Five separate story lines are weaved together, the Comorra the driving force behind each one. The characters from each story never interact, serving only as tools to show us how far reaching and dominating the power of the Comorra is, in their community of Naples. We journey with two adolescent boys dreaming of fame as glorious gangsters to the inevitable doom their innocence cannot escape when they enter this world. We see a haute couture tailor looking to make extra income on a separate job but having to completely abandon his talent for a new, brainless skill. We also get an inside view from a timid money distributor working for one gang who inevitably gives himself up to another, his future uncertain.
The film is shot without glamour or pretense, but with a documentary style, the settings on location, the actors part of the backdrop and not a shipment from a Hollywood back lot.

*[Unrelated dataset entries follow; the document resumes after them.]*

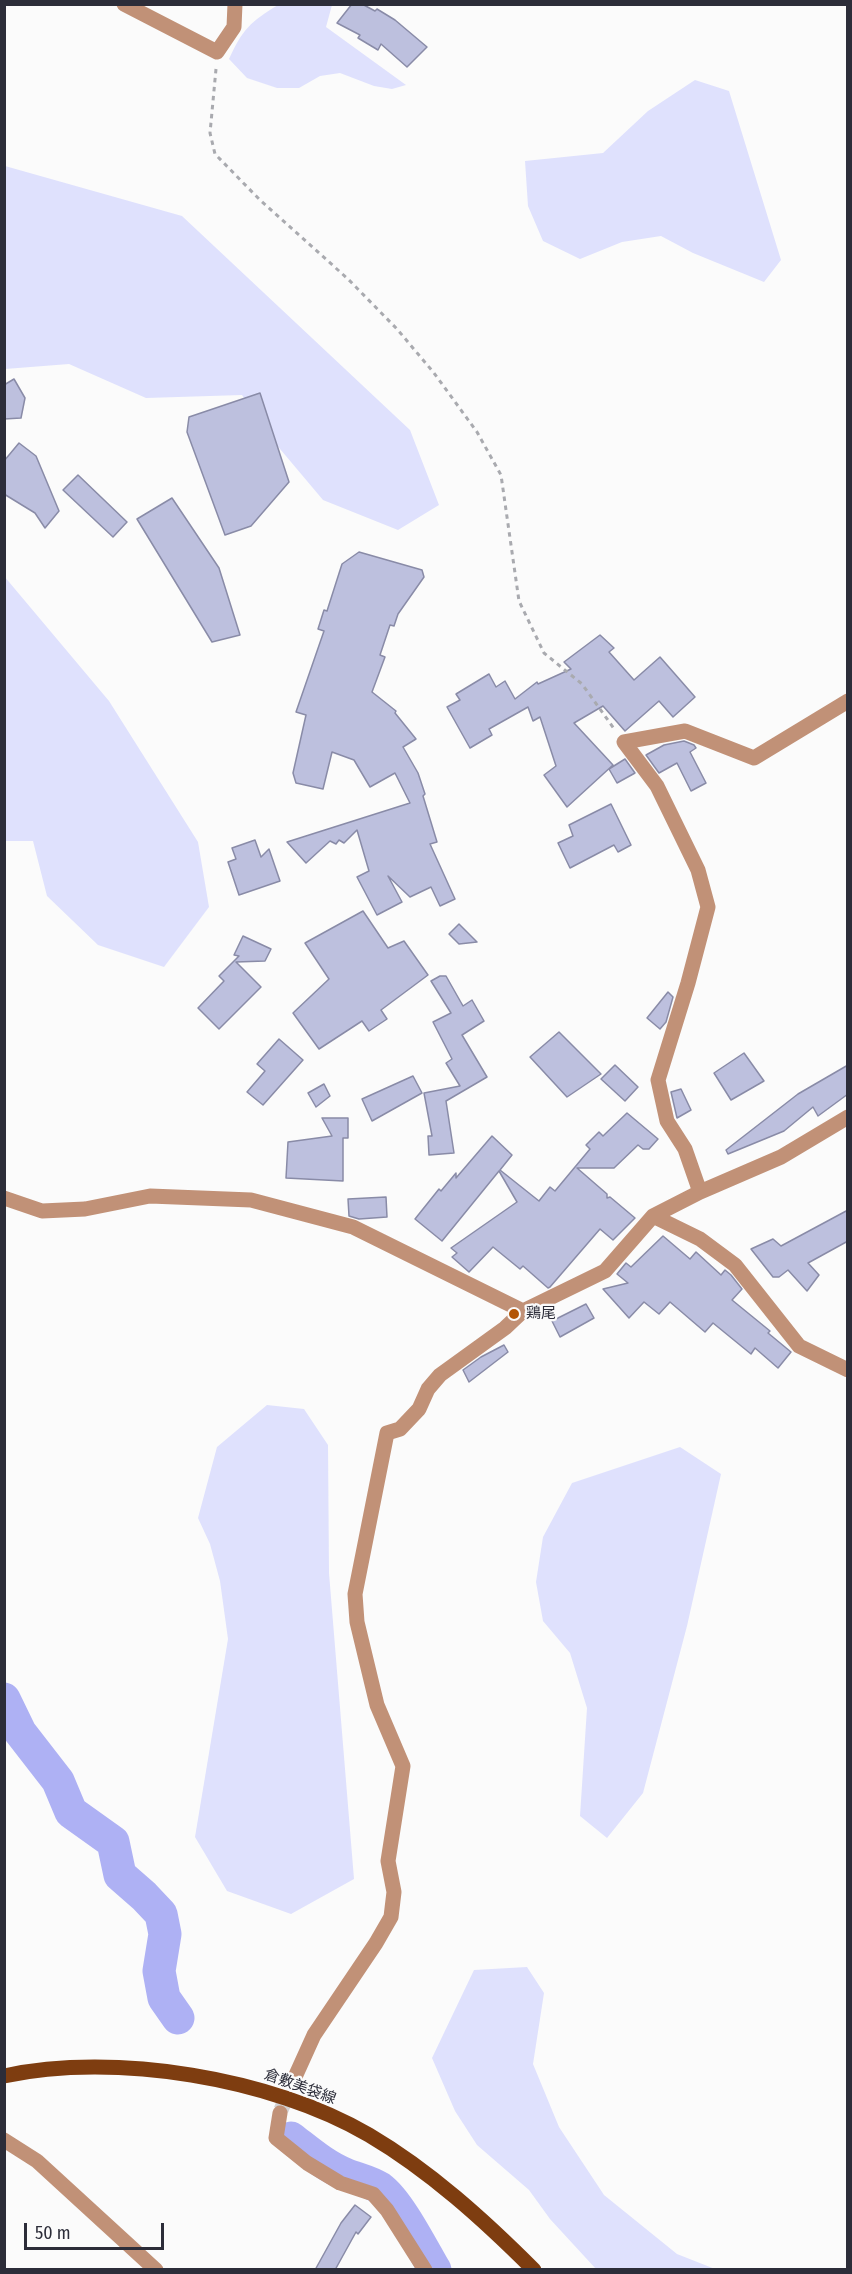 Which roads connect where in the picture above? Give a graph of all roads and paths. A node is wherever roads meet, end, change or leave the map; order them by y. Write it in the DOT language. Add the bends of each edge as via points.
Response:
graph roads {
  1 [pos="124,4"];
  2 [pos="235,4"];
  3 [pos="217,52"];
  4 [pos="848,701"];
  5 [pos="624,742"];
  6 [pos="848,1117"];
  7 [pos="700,1192"];
  8 [pos="4,1198"];
  9 [pos="653,1216"];
  10 [pos="523,1311"];
  11 [pos="848,1371"];
  12 [pos="4,2076"];
  13 [pos="295,2077"];
  14 [pos="280,2113"];
  15 [pos="4,2140"];
  16 [pos="156,2270"];
  17 [pos="425,2270"];
  18 [pos="534,2270"];
  1 -- 3 [label="street"];
  2 -- 3 [label="street" via="234,27"];
  3 -- 5 [label="path" via="210,133 215,154 397,329 477,432 501,475 519,601 543,653 582,684"];
  4 -- 5 [label="street" via="754,758 685,731"];
  5 -- 7 [label="street" via="657,786 698,870 708,907 658,1080 667,1121 685,1149"];
  6 -- 7 [label="street" via="781,1157"];
  7 -- 9 [label="street"];
  8 -- 10 [label="street" via="42,1211 85,1209 150,1196 251,1200 353,1227"];
  9 -- 10 [label="street" via="605,1271"];
  9 -- 11 [label="street" via="700,1239 735,1264 799,1346"];
  10 -- 13 [label="street" via="440,1375 400,1429 387,1433 355,1594 357,1622 377,1705 402,1766 388,1862 394,1892 391,1917 314,2035"];
  12 -- 18 [label="main road, 倉敷美袋線" via="67,2068 137,2068 210,2078 270,2093 369,2135 454,2196"];
  14 -- 17 [label="street" via="276,2138 340,2183 373,2194"];
  15 -- 16 [label="street" via="37,2161"];
} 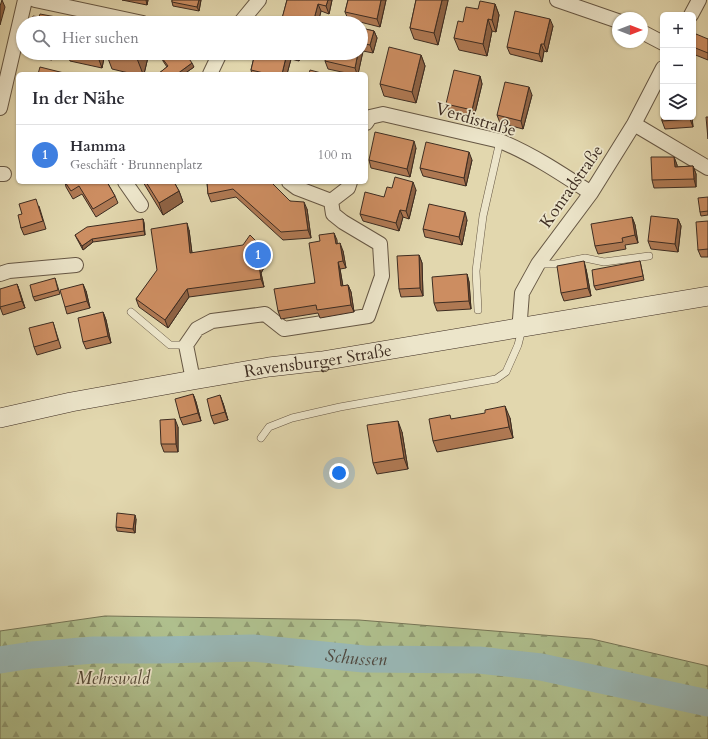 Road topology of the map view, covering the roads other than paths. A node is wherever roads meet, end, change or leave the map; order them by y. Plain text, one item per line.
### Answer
1 (25, 0) edge
2 (35, 0) edge
3 (259, 0) edge
4 (557, 0) edge
5 (699, 0) edge
6 (693, 12) edge
7 (21, 16) edge
8 (110, 16) edge
9 (246, 16) edge
10 (612, 19) edge
11 (648, 35) edge
12 (16, 39) edge
13 (660, 41) edge
14 (217, 60) edge
15 (211, 72) edge
16 (660, 74) edge
17 (0, 108) edge
18 (368, 120) edge
19 (634, 124) junction
20 (500, 141) junction
21 (708, 168) edge
22 (127, 184) edge
23 (292, 184) edge
24 (349, 184) edge
25 (591, 193) junction
26 (332, 201) junction
27 (140, 205) dead end
28 (649, 256) dead end
29 (538, 264) junction
30 (76, 265) dead end
31 (0, 274) edge
32 (708, 296) edge
33 (478, 310) dead end
34 (131, 312) dead end
35 (522, 327) junction
36 (186, 345) junction
37 (193, 380) junction
38 (0, 418) edge
39 (261, 438) dead end

1 - 7 street
2 - 8 street
3 - 9 street
4 - 10 street
5 - 6 street
11 - 13 street
12 - 17 street
14 - 15 street
16 - 19 street, Konradstraße
18 - 20 street, Verdistraße
19 - 21 street
19 - 25 street, Konradstraße
20 - 25 street, Verdistraße
20 - 33 lane
22 - 27 street
23 - 26 street
24 - 26 street
25 - 29 street, Konradstraße
26 - 36 street
28 - 29 lane
29 - 35 street, Konradstraße
30 - 31 street
32 - 35 main road, Ravensburger Straße
34 - 36 lane
35 - 37 main road, Ravensburger Straße
35 - 39 lane
36 - 37 street
37 - 38 main road, Ravensburger Straße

A stark film giving us only what we need to see and understand, a subtle undercurrent of bloodshed and broken deals lurking throughout. A startling contrast to the much mythologized gangster movies of past times, from ” Good Fellas”, “The Godfather” and “Public Enemy,” deconstructing these towering achievements, a breath of fresh air.

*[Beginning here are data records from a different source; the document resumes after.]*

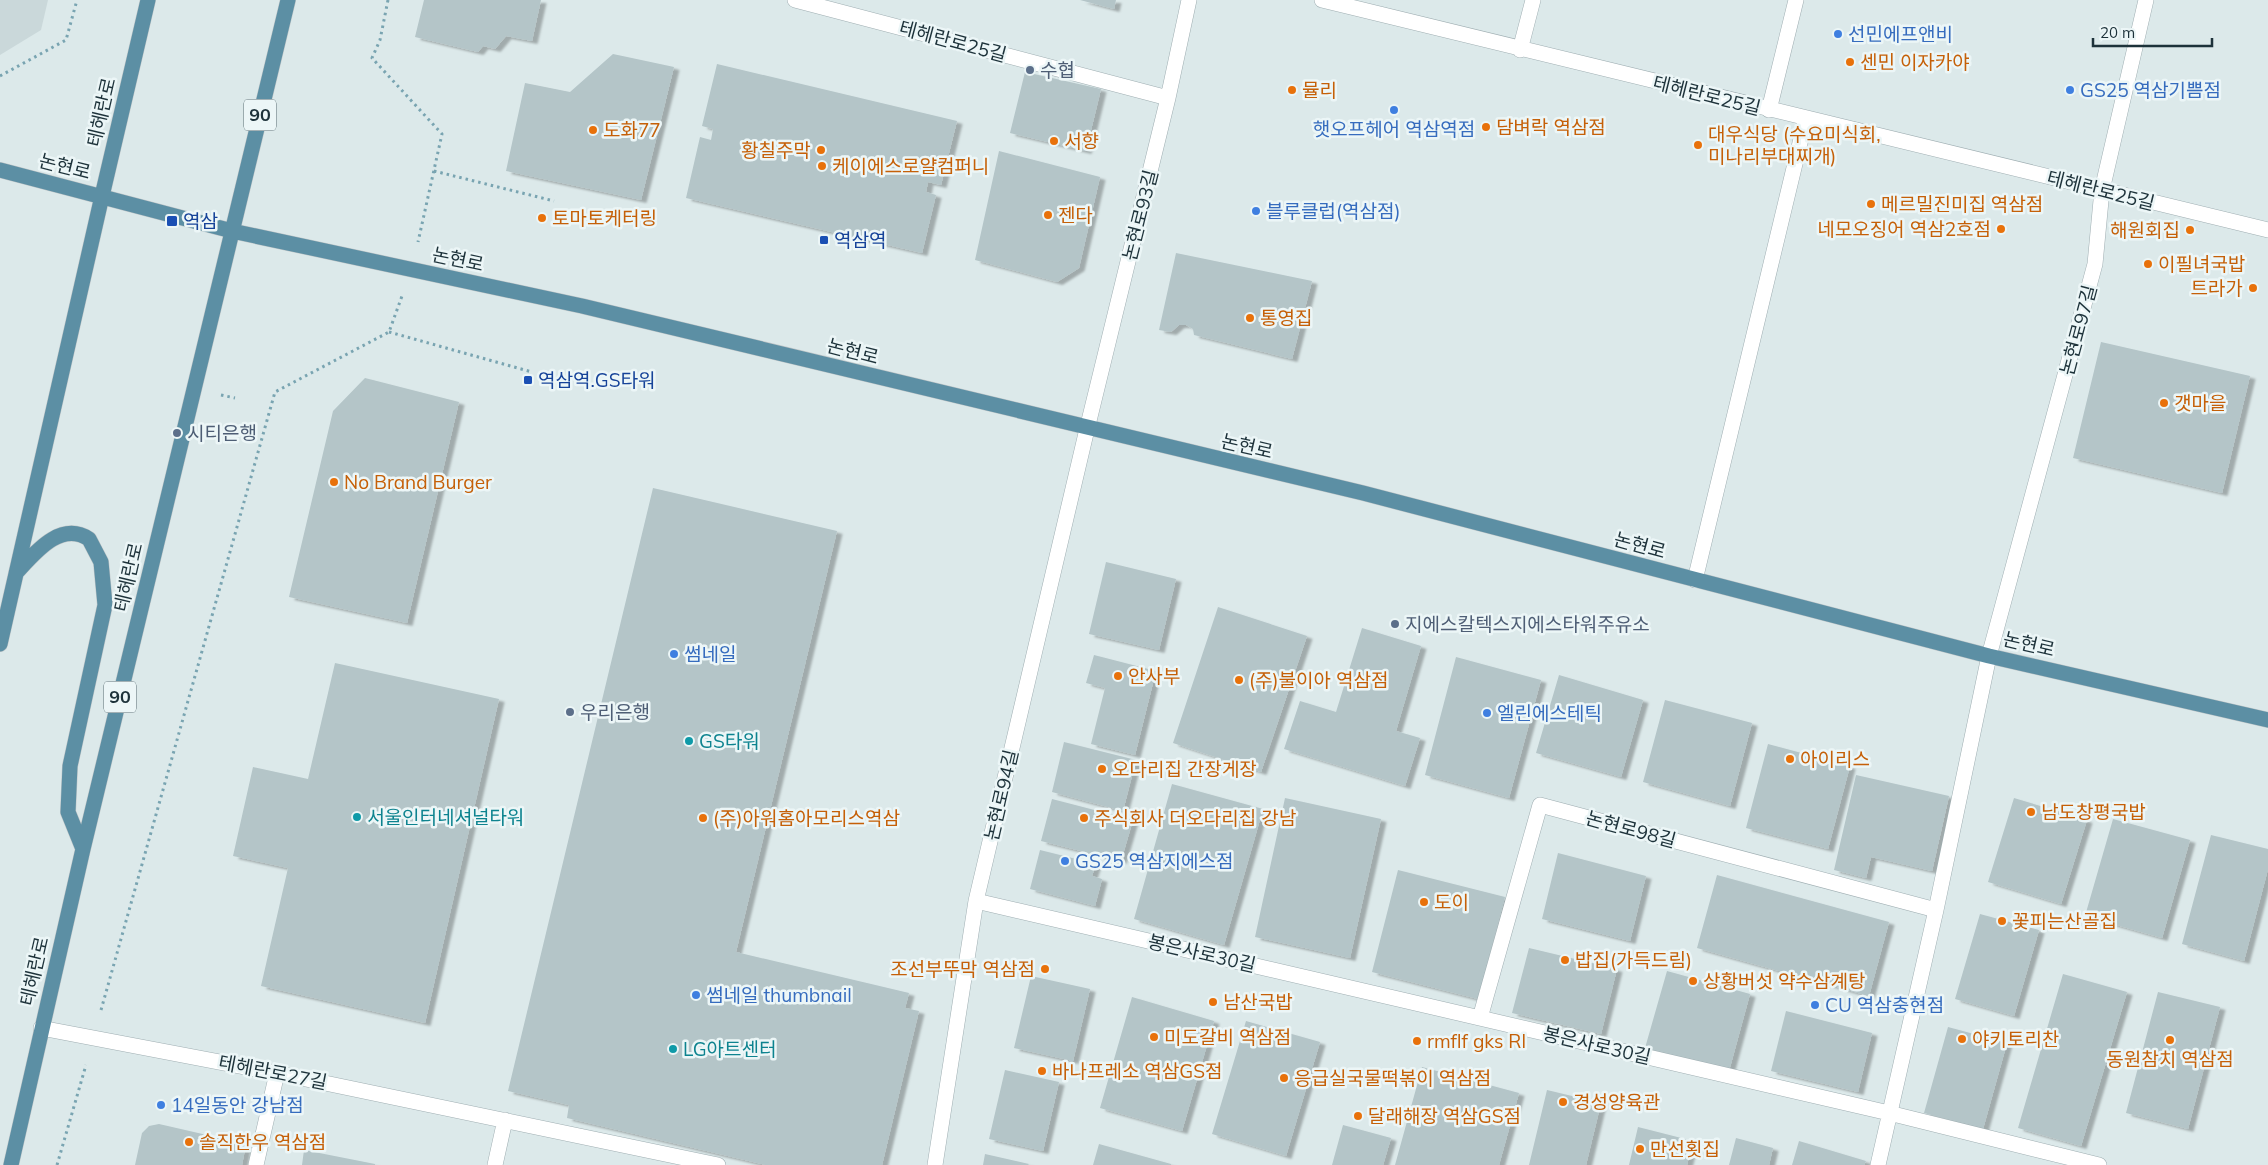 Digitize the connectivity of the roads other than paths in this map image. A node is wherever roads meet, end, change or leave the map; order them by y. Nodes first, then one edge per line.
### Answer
1 (148, 0) edge
2 (288, 0) edge
3 (796, 0) edge
4 (1189, 0) edge
5 (1322, 0) edge
6 (1533, 0) edge
7 (1796, 0) edge
8 (2146, 0) edge
9 (1520, 50) junction
10 (1168, 98) junction
11 (1769, 110) junction
12 (1806, 118) junction
13 (0, 170) edge
14 (2102, 190) junction
15 (102, 196) junction
16 (2268, 230) edge
17 (232, 231) junction
18 (1087, 429) junction
19 (16, 573) junction
20 (1695, 580) junction
21 (0, 644) edge
22 (1989, 656) junction
23 (2268, 720) edge
24 (83, 850) junction
25 (976, 900) junction
26 (1936, 910) junction
27 (1480, 1018) junction
28 (41, 1028) junction
29 (277, 1073) junction
30 (1889, 1113) junction
31 (505, 1120) junction
32 (11, 1165) edge
33 (256, 1165) edge
34 (495, 1165) edge
35 (716, 1165) edge
36 (934, 1165) edge
37 (1878, 1165) edge
38 (2099, 1165) edge

1 - 15 main road, 테헤란로
2 - 17 main road, 테헤란로 / 90
3 - 10 street, 테헤란로25길
4 - 10 street, 논현로93길
5 - 9 street, 테헤란로25길
6 - 9 street
7 - 11 street
8 - 14 street, 논현로97길
9 - 11 street, 테헤란로25길
10 - 18 street, 논현로93길
11 - 12 street, 테헤란로25길
12 - 14 street, 테헤란로25길
12 - 20 street
13 - 15 main road, 논현로
14 - 16 street, 테헤란로25길
14 - 22 street, 논현로97길
15 - 17 main road, 논현로
15 - 19 main road, 테헤란로
17 - 18 main road, 논현로
17 - 24 main road, 테헤란로 / 90
18 - 20 main road, 논현로
18 - 25 street, 논현로94길
19 - 21 main road, 테헤란로
19 - 24 main road
20 - 22 main road, 논현로
22 - 23 main road, 논현로
22 - 26 street
24 - 28 main road, 테헤란로 / 90
25 - 27 street, 봉은사로30길
25 - 36 street, 논현로94길
26 - 27 street, 논현로98길
26 - 30 street
27 - 30 street, 봉은사로30길
28 - 29 street, 테헤란로27길
28 - 32 main road, 테헤란로 / 90
29 - 31 street, 테헤란로27길
29 - 33 street
30 - 37 street
30 - 38 street, 봉은사로30길
31 - 34 street
31 - 35 street, 테헤란로27길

Unfortunately, that fresh air comes off as stagnant and dry. The plot is sometimes difficult to follow as we’re plunged into the dialogue and action with minimal background, the story unfolding slowly. The pace of the film is also a challenge as he lets some shots linger too long while the dialogue runs too sparse. It’s difficult to be interested when the director, Matteo Garrone, seems to be indifferent to his audience.
Overall, though, this maybe considered a landmark film with its fresh take on the tired gangster genre, embarking on the story of one of the oldest crime organizations in the world, however fragmented and decentralized they maybe. We’re spared the overly dramatic and flash, given instead smashed cliches in which new possibilities maybe born. Someone will come along and improve on this new ground, capitalizing on this film’s vast potential.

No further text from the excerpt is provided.